What you need to do>
Every line of the records that contains the string "Nymphaeaweg" counts once; give the total and nothing else.

Raw data>
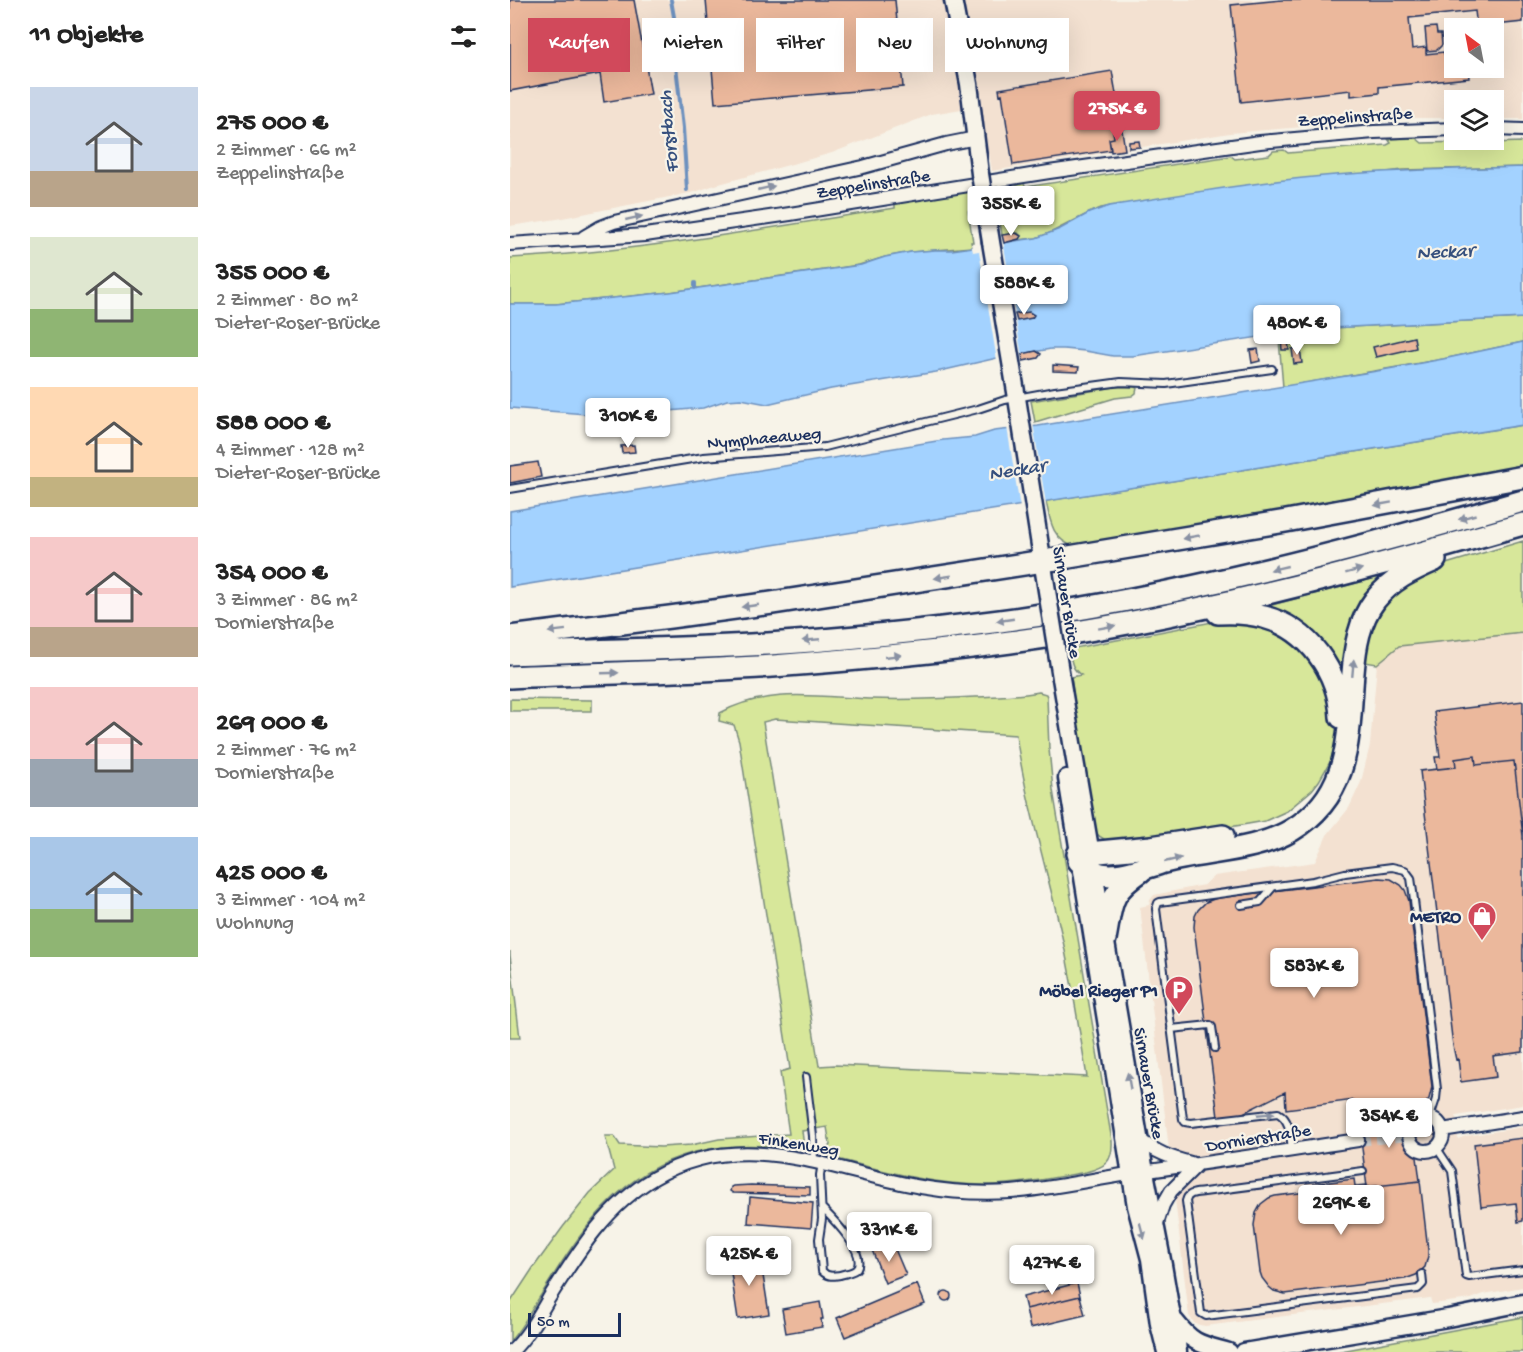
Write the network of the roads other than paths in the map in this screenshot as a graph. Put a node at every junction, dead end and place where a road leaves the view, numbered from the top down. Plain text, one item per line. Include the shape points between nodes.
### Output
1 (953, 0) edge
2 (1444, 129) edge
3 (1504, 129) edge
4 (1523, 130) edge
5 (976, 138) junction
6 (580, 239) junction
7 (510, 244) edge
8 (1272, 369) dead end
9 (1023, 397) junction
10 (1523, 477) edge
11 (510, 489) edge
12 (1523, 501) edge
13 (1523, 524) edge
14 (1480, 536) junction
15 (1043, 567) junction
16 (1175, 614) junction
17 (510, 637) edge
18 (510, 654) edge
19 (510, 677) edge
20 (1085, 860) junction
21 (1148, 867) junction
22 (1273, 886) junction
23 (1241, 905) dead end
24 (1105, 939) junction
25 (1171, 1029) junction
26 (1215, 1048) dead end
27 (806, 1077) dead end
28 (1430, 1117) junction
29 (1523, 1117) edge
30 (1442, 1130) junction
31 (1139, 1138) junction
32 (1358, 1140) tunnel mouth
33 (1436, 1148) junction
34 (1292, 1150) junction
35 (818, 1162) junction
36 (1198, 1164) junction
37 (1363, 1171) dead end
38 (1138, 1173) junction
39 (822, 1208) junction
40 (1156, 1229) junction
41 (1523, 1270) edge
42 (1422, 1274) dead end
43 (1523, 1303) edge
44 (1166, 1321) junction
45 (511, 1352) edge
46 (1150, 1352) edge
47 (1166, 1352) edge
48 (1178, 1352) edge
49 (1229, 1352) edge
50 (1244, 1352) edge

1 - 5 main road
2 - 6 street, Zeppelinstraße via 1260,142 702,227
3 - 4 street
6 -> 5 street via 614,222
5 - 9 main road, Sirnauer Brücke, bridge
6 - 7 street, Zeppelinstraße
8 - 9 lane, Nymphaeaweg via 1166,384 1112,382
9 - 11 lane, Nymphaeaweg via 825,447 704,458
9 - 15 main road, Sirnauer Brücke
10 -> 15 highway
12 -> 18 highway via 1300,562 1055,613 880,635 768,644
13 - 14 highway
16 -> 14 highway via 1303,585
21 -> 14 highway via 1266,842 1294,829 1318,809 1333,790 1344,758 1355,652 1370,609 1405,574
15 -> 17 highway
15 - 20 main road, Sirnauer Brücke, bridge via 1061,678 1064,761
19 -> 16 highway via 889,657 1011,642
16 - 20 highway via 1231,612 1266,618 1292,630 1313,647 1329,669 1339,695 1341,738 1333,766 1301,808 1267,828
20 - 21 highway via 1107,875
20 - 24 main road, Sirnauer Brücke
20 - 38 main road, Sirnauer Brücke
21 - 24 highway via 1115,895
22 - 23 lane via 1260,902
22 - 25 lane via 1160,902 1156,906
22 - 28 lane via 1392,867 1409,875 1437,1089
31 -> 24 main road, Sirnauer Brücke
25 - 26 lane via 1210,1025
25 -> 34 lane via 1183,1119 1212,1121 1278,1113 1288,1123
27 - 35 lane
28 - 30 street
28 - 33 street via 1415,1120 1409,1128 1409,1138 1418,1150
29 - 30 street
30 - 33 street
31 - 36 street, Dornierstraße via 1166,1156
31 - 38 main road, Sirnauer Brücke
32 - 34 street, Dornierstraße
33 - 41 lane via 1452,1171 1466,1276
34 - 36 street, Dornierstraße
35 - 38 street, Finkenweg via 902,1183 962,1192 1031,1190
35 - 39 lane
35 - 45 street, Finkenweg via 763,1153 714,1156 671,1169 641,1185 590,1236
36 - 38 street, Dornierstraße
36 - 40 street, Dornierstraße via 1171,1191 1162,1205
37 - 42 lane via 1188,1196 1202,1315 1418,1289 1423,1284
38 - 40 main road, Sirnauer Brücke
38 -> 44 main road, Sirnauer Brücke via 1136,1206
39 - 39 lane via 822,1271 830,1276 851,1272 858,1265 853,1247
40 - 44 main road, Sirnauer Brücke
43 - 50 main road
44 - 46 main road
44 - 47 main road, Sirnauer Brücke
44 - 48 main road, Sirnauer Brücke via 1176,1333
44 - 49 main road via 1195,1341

Solution to this exercise>
2